For They Have Sown the Wind by Alessandro Perissinotto
First published in Italy in 2011; published in translation by Piemme on September 16, 2014
Fools always need an enemy to feel powerful. That is why they are always defining and deriding enemies, urging their exclusion from society. Such is the lesson of For They Have Sown the Wind, a novel that takes an unfortunate amount of time to make a meaningful point.
Di Stefano does not know whether his client, Giacomo Musso, is innocent or guilty of the crime for which he has been jailed. He gives Musso some photographs to jog his memory and asks Musso to write down what happened. Instead of getting to the point, Musso puts the pictures in chronological order and writes about each one. The result is a detailed historical account of Musso's relationship with his wife.
Musso, trained as a teacher but employed as a curator of children's exhibits in a science museum, met Shirin while he was working as a part-time bartender in Paris. Shirin was born in France to wealthy Iranian parents. Musso describes their life together, first in France and then in Italy. Musso's love of Shirin forces him to confront his view of modern Iran as a land of "nuclear power plants, weapons, and bloodthirsty scientists with long beards" rather than a country of ski lifts, cell phones, and television game shows.
Racial and religious hatred is the prevalent theme in Musso's account of his experience with Shirin in Italy and France. Although the novel's first half is slow-moving and dry, the story gains interest when Musso explains how, while teaching at a Catholic school in Italy, his marriage to Shirin became a serious career impediment. Religious persecution becomes even more apparent when the town's mayor seeks the exclusion of Shirin from the town's festival on the ground that a Muslim should not wear the town's traditional costumes or pollute its songs. Shirin's atheism makes her no less Islamic in the town's eyes.

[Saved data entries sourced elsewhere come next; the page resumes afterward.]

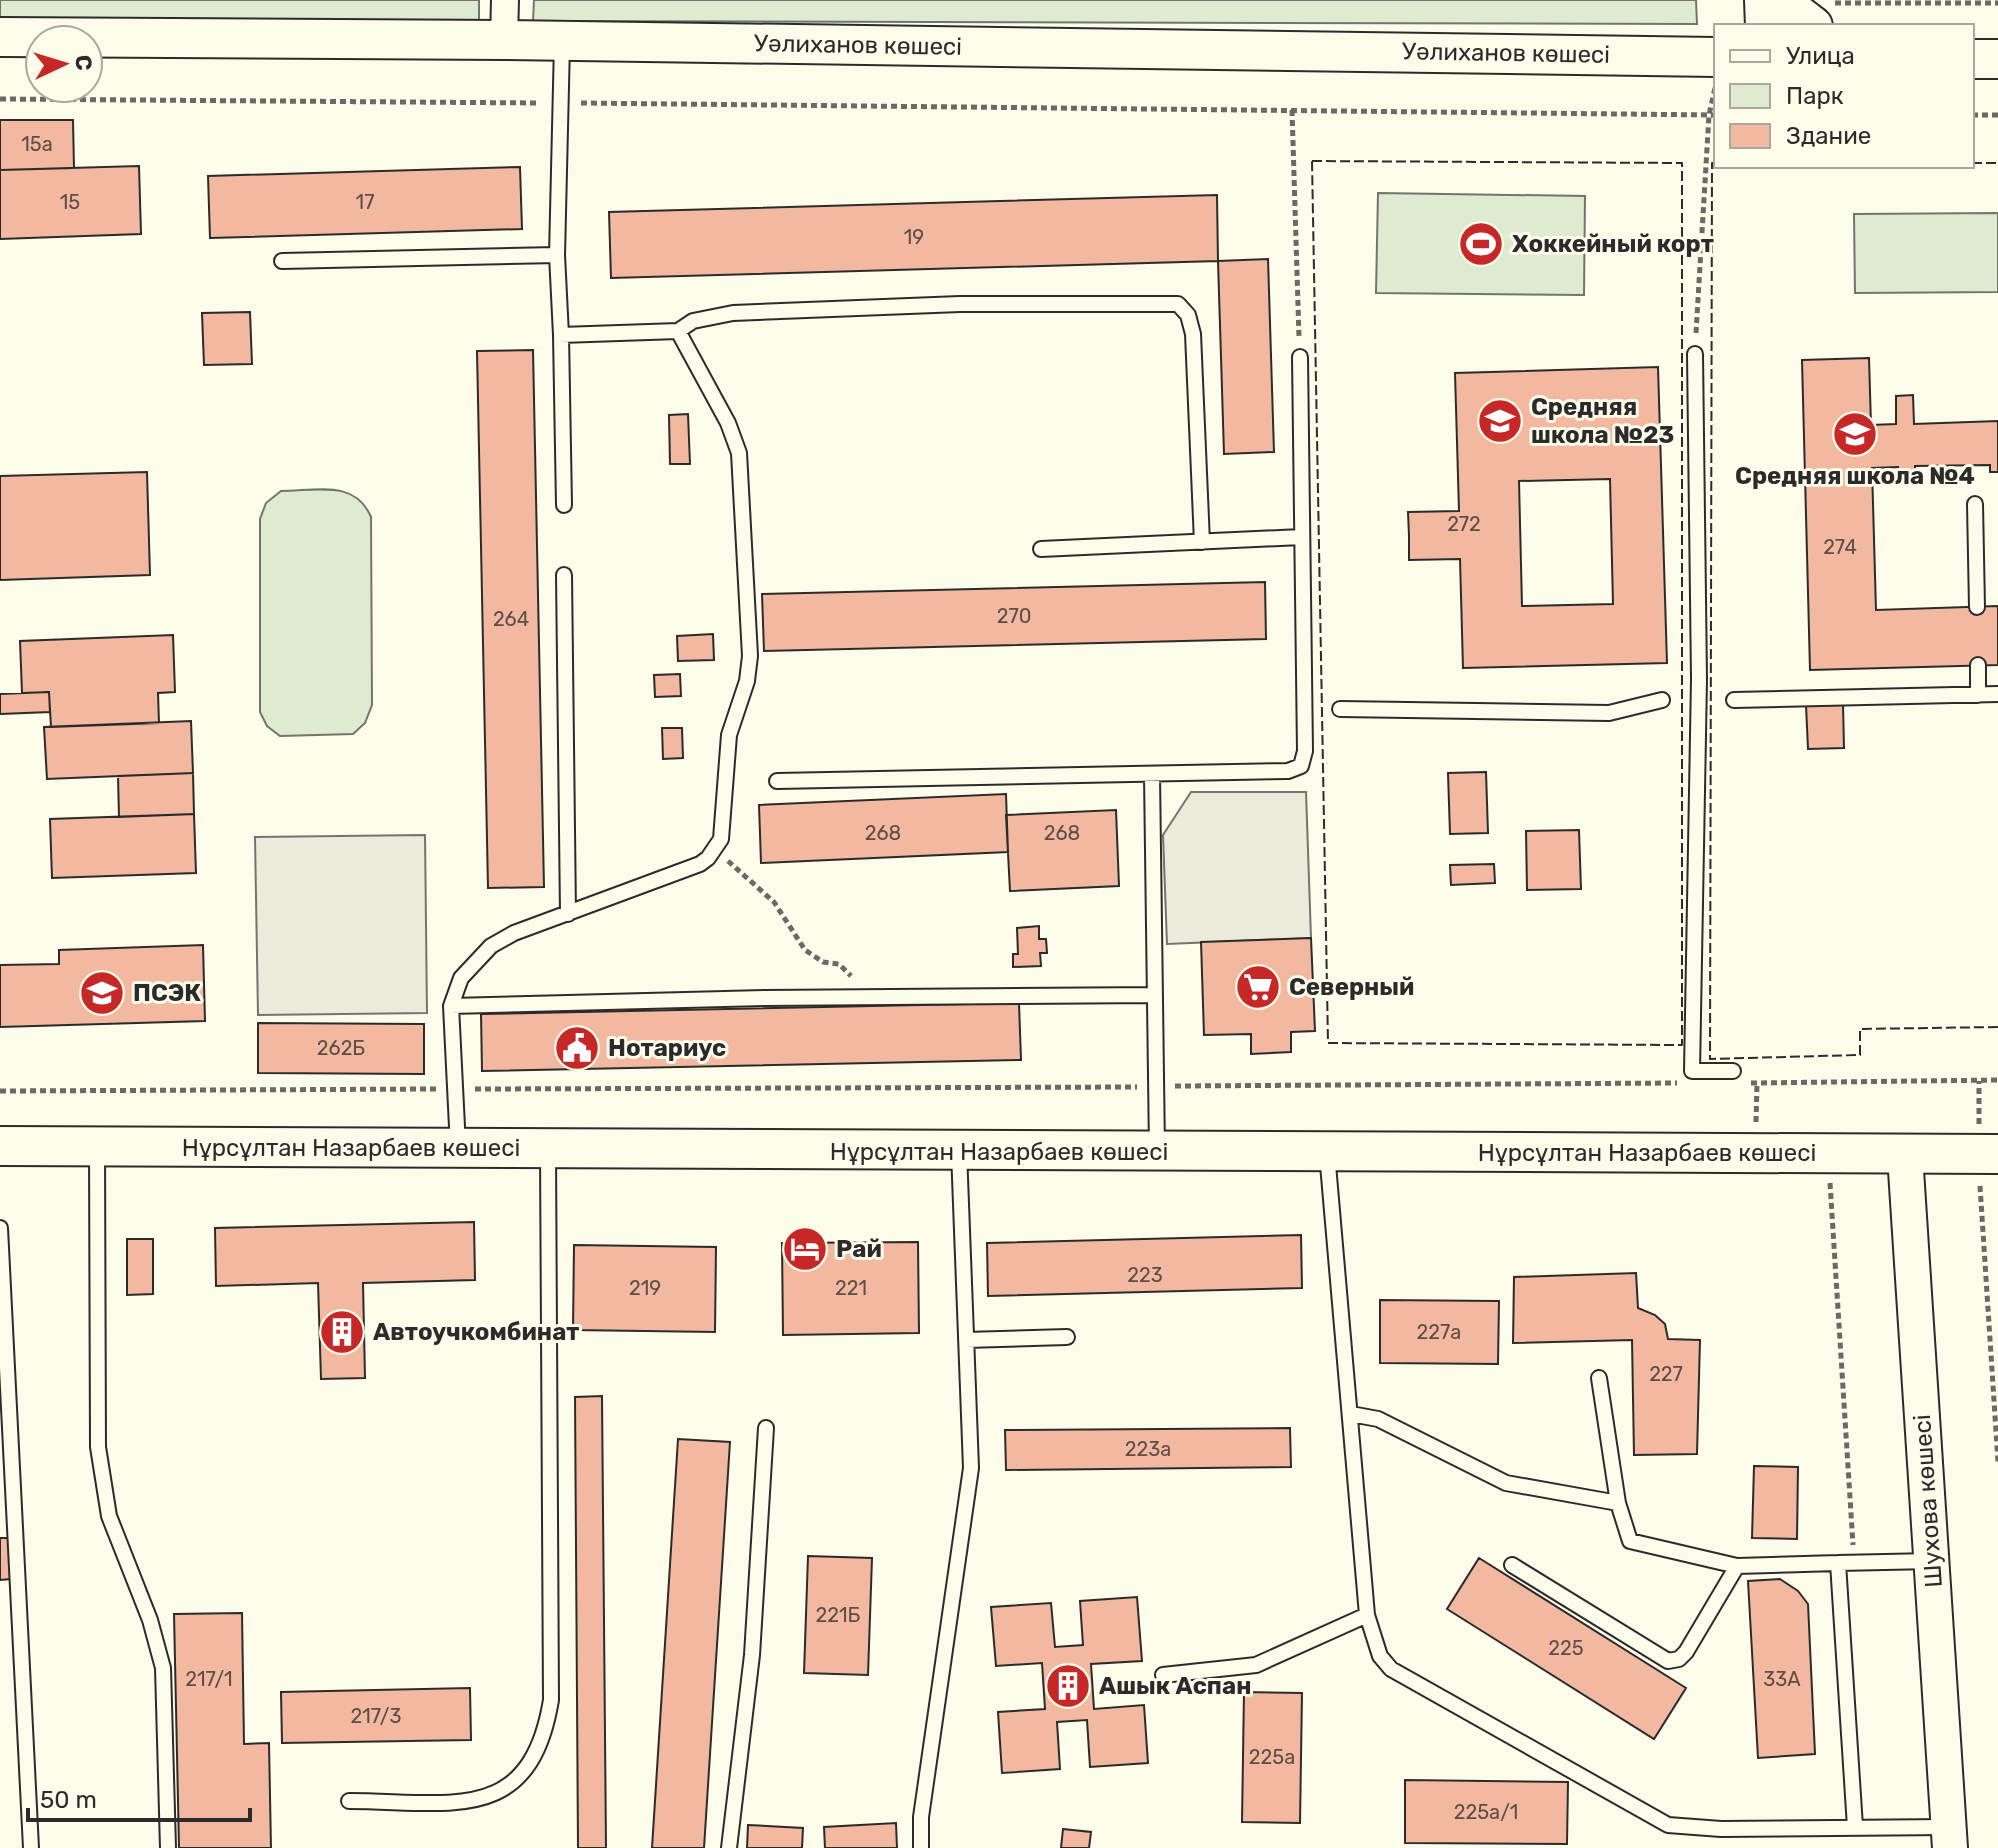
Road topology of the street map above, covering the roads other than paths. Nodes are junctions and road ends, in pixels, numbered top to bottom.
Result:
1 (505, 0) edge
2 (1772, 7) edge
3 (1809, 24) edge
4 (0, 37) edge
5 (504, 40) junction
6 (562, 40) junction
7 (1714, 57) edge
8 (1974, 59) edge
9 (1998, 59) edge
10 (557, 255) junction
11 (282, 261) dead end
12 (678, 331) junction
13 (561, 335) junction
14 (1695, 354) road end
15 (1300, 357) road end
16 (1975, 504) dead end
17 (564, 505) dead end
18 (1301, 537) junction
19 (1202, 542) junction
20 (1041, 549) dead end
21 (564, 575) dead end
22 (1977, 607) dead end
23 (1978, 665) dead end
24 (1998, 694) edge
25 (1978, 695) junction
26 (1662, 700) dead end
27 (1734, 700) dead end
28 (1340, 709) dead end
29 (1152, 775) junction
30 (777, 781) dead end
31 (568, 914) junction
32 (1155, 995) junction
33 (451, 1006) junction
34 (1733, 1071) dead end
35 (0, 1146) edge
36 (97, 1147) junction
37 (458, 1149) junction
38 (548, 1150) junction
39 (959, 1151) junction
40 (1157, 1153) junction
41 (1327, 1153) junction
42 (1988, 1154) edge
43 (1905, 1155) junction
44 (0, 1228) edge
45 (1067, 1337) dead end
46 (966, 1340) junction
47 (1599, 1378) dead end
48 (1351, 1414) junction
49 (766, 1428) dead end
50 (1618, 1503) junction
51 (1932, 1561) junction
52 (1838, 1563) junction
53 (1512, 1565) dead end
54 (1737, 1566) junction
55 (1367, 1615) junction
56 (1163, 1675) dead end
57 (349, 1801) dead end
58 (1855, 1827) junction
59 (1949, 1838) edge
60 (31, 1848) edge
61 (168, 1848) edge
62 (729, 1848) edge
63 (921, 1848) edge

1 - 5 street
2 - 3 main road
4 - 5 main road, Уәлиханов көшесі
5 - 6 main road, Уәлиханов көшесі
6 - 7 main road, Уәлиханов көшесі
6 - 10 lane
8 - 9 main road
10 - 11 lane
10 - 13 lane
12 - 13 lane
12 - 19 lane
12 - 31 lane
13 - 17 lane
14 - 34 lane
15 - 18 lane
16 - 22 lane
18 - 19 lane
18 - 29 lane
19 - 20 lane
21 - 31 lane
23 - 25 lane
24 - 25 lane
25 - 27 lane
26 - 28 lane
29 - 30 lane
29 - 32 lane
31 - 33 lane
32 - 33 lane
32 - 40 lane
33 - 37 lane
35 - 36 main road, Нұрсұлтан Назарбаев көшесі
36 - 37 main road, Нұрсұлтан Назарбаев көшесі
36 - 61 lane
37 - 38 main road, Нұрсұлтан Назарбаев көшесі
38 - 39 main road, Нұрсұлтан Назарбаев көшесі
38 - 57 lane
39 - 40 main road, Нұрсұлтан Назарбаев көшесі
39 - 46 lane
40 - 41 main road, Нұрсұлтан Назарбаев көшесі
41 - 43 main road, Нұрсұлтан Назарбаев көшесі
41 - 48 lane
42 - 43 main road, Нұрсұлтан Назарбаев көшесі
43 - 51 street, Шухова көшесі
44 - 60 lane
45 - 46 lane
46 - 63 lane
47 - 50 lane
48 - 50 lane
48 - 55 lane
49 - 62 lane
50 - 54 lane
51 - 52 lane
51 - 59 street, Шухова көшесі
52 - 54 lane
52 - 58 lane
53 - 54 lane
55 - 56 lane
55 - 58 lane
58 - 59 lane

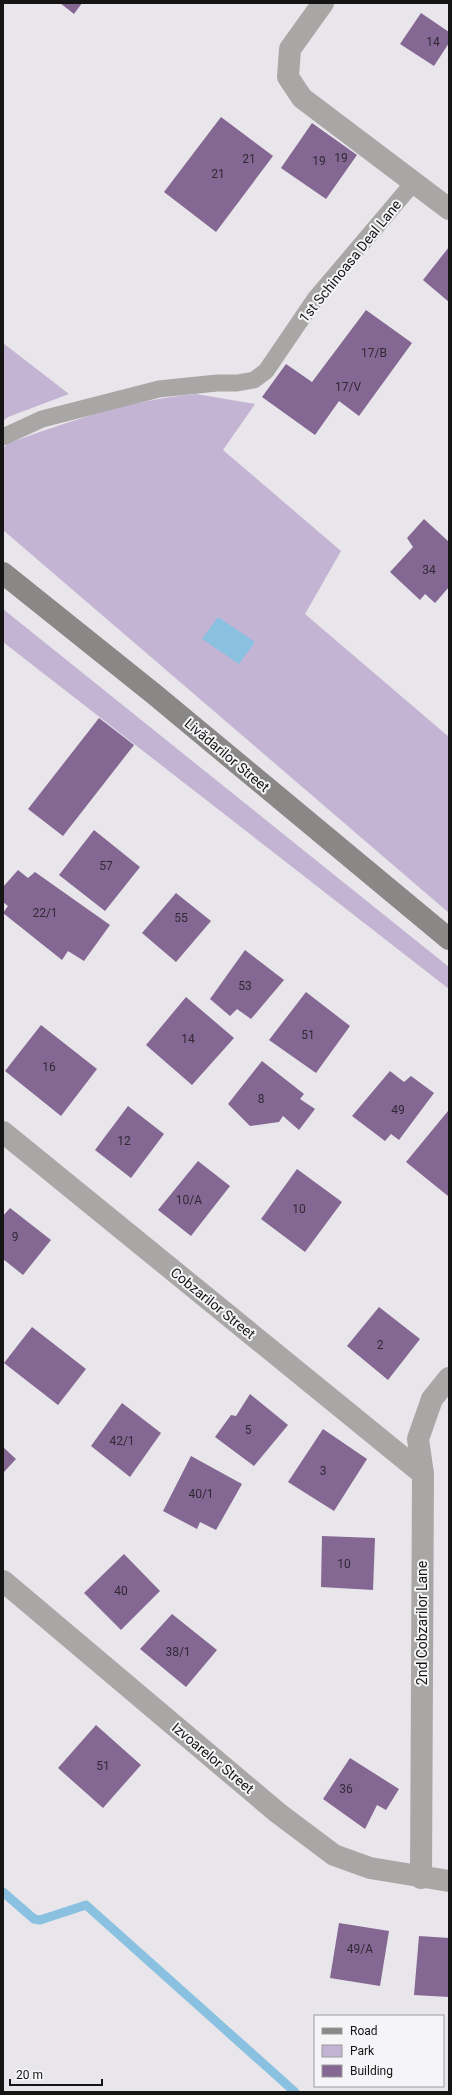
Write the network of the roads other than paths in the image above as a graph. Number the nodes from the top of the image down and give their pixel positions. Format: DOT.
graph roads {
  1 [pos="323,3"];
  2 [pos="414,182"];
  3 [pos="449,209"];
  4 [pos="3,437"];
  5 [pos="3,573"];
  6 [pos="449,939"];
  7 [pos="3,1132"];
  8 [pos="449,1378"];
  9 [pos="423,1474"];
  10 [pos="3,1581"];
  11 [pos="421,1878"];
  12 [pos="449,1881"];
  1 -- 2 [label="street"];
  2 -- 3 [label="street"];
  2 -- 4 [label="lane, 1st Schinoasa Deal Lane"];
  5 -- 6 [label="street, Livădarilor Street"];
  7 -- 9 [label="street, Cobzarilor Street"];
  8 -- 9 [label="street, 2nd Cobzarilor Lane"];
  9 -- 11 [label="street, 2nd Cobzarilor Lane"];
  10 -- 11 [label="street, Izvoarelor Street"];
  11 -- 12 [label="street, Izvoarelor Street"];
}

In a pivotol scene, Shirin stands up for a Tunisian woman enjoying a beach who refuses to expose the amount of skin demanded by a local ordinance. Alessandro Perissinotto writes with extraordinary insight into the conflict between western feminists who oppose religious traditions that require women to hide their bodies and Muslim women who are comfortable with their cultural traditions and do not view them as instruments of oppression. The novel also engages in an interesting debate about the value of tradition versus the harms that traditions perpetuate.
As much as I found parts of the novel to be compelling, I was put off by an underlying story that struck me as forced and melodramatic. Shirin's evolving attitude toward her relationship with Musso (as opposed to her evolving sense of self) lacks the development needed to make it convincing. Worse than that, when the novel isn't brilliant, it drags. The crime around which the plot is organized is all but lost for most of the story. When it is finally revealed in the closing pages, I thought it was preposterous. The crime exists only to shock the reader in the novel's closing pages, but the motivation for the crime is unconvincing at best. I disliked about half of this novel but absolutely loved the parts that engaged me. My decision to recommend the novel with reservations is a compromise verdict.